Flora estimates its production cost at about $.06 per gram of dried hemp flowers, a fraction of the go-to price that ranges from $.50 cents and $2 in the US.

“The licenses here are much cheaper than abroad, we are talking $15,000 to $20,000 per license,” said Juliana Salazar, a private consultant involved in the Bogota cannabis industry. “And an initial investment of about $100,000 to start production here, which is a lot of money in Colombia, but a small investment compared to looking at Germany, Spain or the United States.”

Since 2017, about 2,000 licenses have been issued by the Colombian Ministry of Justice to cultivate, sow and trade marijuana products, with most of the growers operating near the industrial centers of Bogota and Medellin.

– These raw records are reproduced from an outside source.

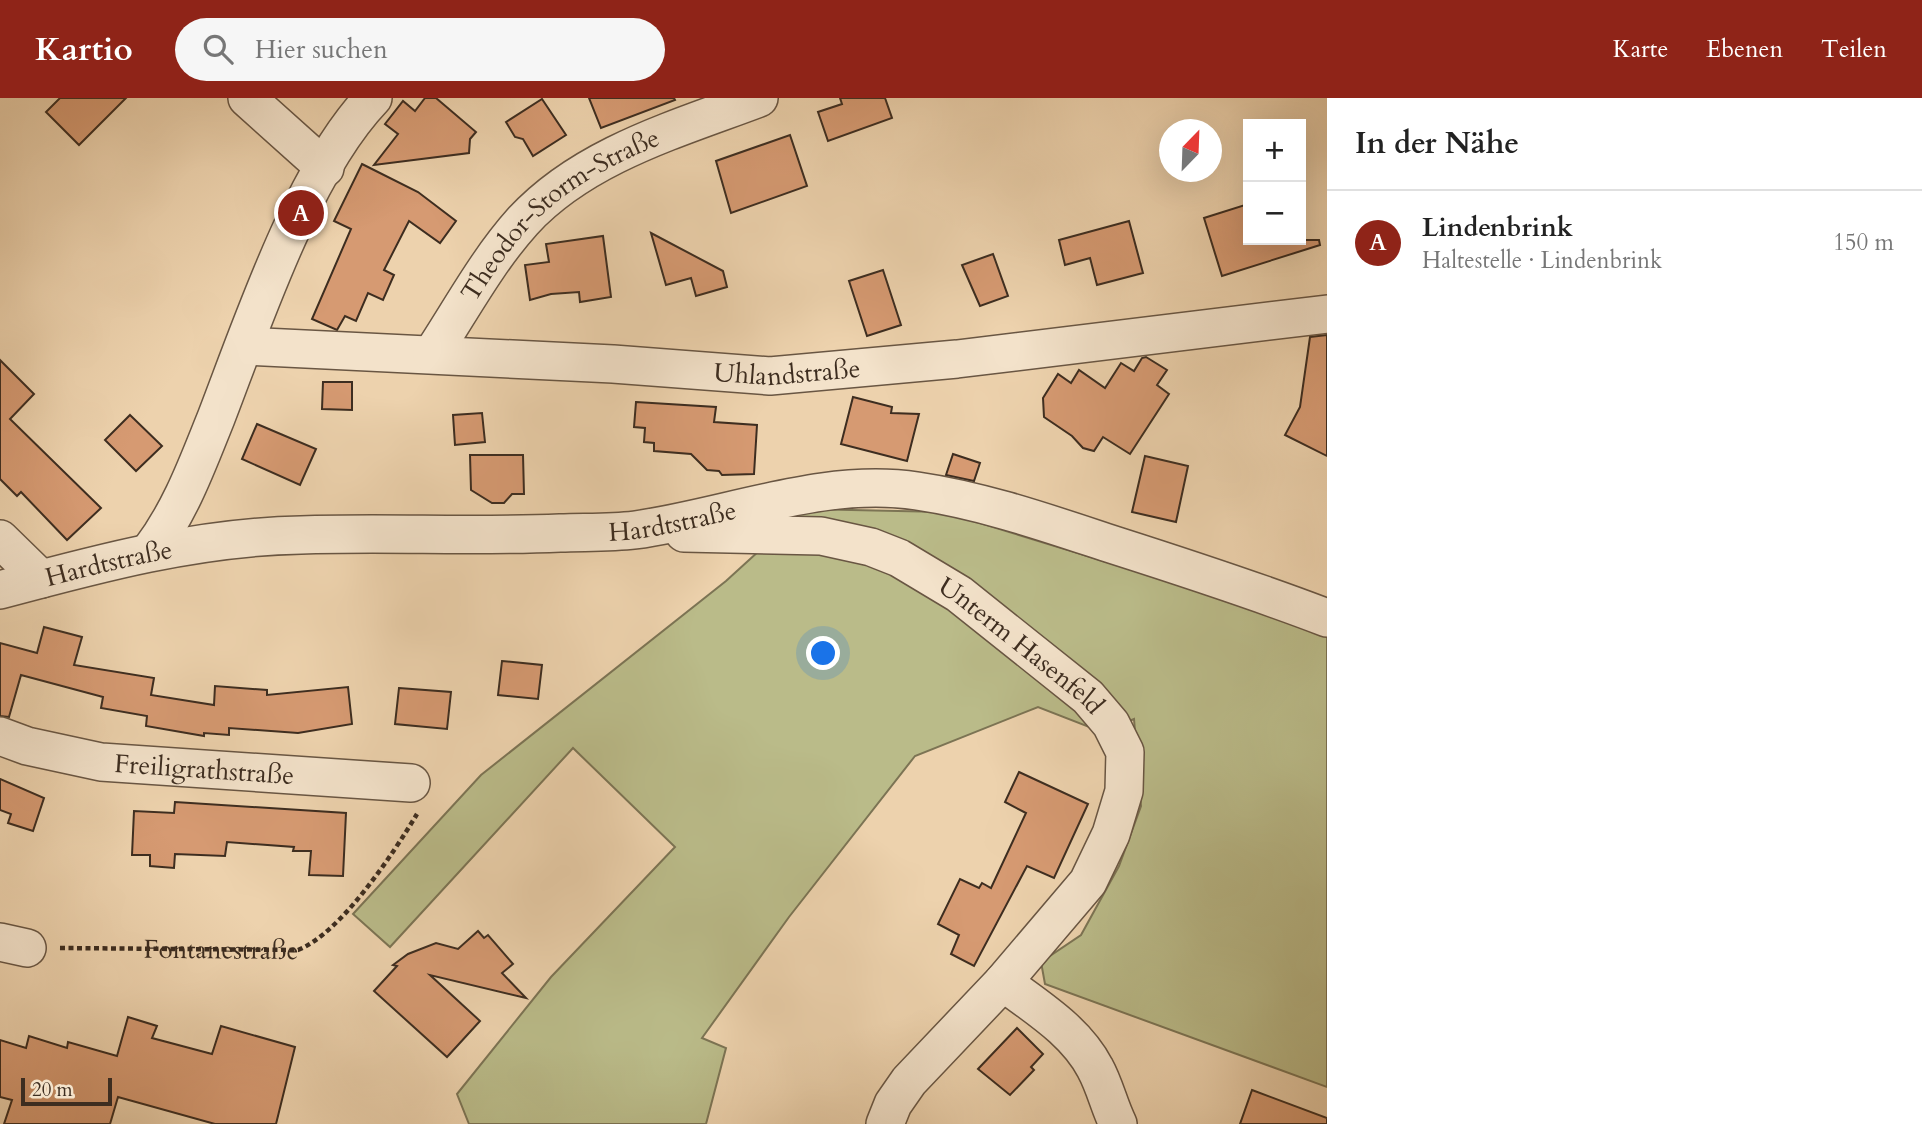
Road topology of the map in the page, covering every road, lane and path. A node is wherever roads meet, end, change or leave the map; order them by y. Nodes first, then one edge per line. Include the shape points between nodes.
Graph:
1 (247, 98) edge
2 (373, 98) edge
3 (759, 98) edge
4 (324, 168) junction
5 (1327, 314) edge
6 (244, 346) junction
7 (432, 354) junction
8 (634, 530) junction
9 (0, 539) edge
10 (150, 551) junction
11 (41, 579) junction
12 (0, 590) edge
13 (1327, 618) edge
14 (0, 736) edge
15 (411, 783) joint
16 (14, 945) edge
17 (1003, 982) junction
18 (885, 1124) edge
19 (1118, 1124) edge

1 - 4 street
2 - 4 street via 347,129
3 - 7 street, Theodor-Storm-Straße via 624,151 568,184 509,237
4 - 6 street
5 - 7 street, Uhlandstraße via 957,359 770,376
6 - 7 street, Uhlandstraße
6 - 10 street via 180,507
8 - 10 street, Hardtstraße via 497,536 302,534
8 - 13 street, Hardtstraße via 819,494 915,490 1031,518
8 - 17 street, Unterm Hasenfeld via 821,536 871,547 959,594 1102,712 1119,737 1126,766 1111,834 1076,899
9 - 11 street
10 - 11 street, Hardtstraße
11 - 12 street, Hardtstraße
14 - 15 street, Freiligrathstraße via 101,762
15 - 16 path, Fontanestraße via 424,788 428,796 391,856 313,944 276,953
17 - 18 street, Unterm Hasenfeld via 909,1081
17 - 19 street via 1081,1046 1096,1068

According to Salazar, an initial wave of cannabis investment began in 2017, when farming was first legalized, but the market stagnated for a few years before rising again this year.

Fajardo thinks the future will be more about steady growth than a rapidly growing industry. “I agree there was some hype, a lot of people had some land from their aunts and thought they would use it and produce CBD products and get rich,” said Flora’s CEO. Looks like more companies that are here now are focusing on product quality.”

export market

Limited local demand and high manufacturing costs for pharmaceutical products mean that the market is focusing on exporting raw materials, such as APIs and now dried flowers, for expansion.

Flora Growth is trying to increase this by partnering with Colombian retailers to sell edibles, fashion and cosmetic products in Bogotá and other main cities, but it remains an exception.

Recreational use is still restricted and thousands of small-scale farmers continue to grow illegally for drug cartels and narco-traffickers, but early proponents believe there is opportunity for further change.

“I think the world has come a long way in terms of understanding what should be legal and what shouldn’t be legal,” said Marchan of Flora Growth. “The cannabis plant has tremendous benefits.”

Merchan points to the US opioid crisis as the final peg for selling Colombian medical products. “Cannabis is set to ease some of the pressure coming from patients who are being treated by opioids in a more natural and safe way,” he said. “The opportunity is not only to rectify some mistakes, but to add jobs, blue collar jobs to Colombia’s farms, and it’s very rewarding.”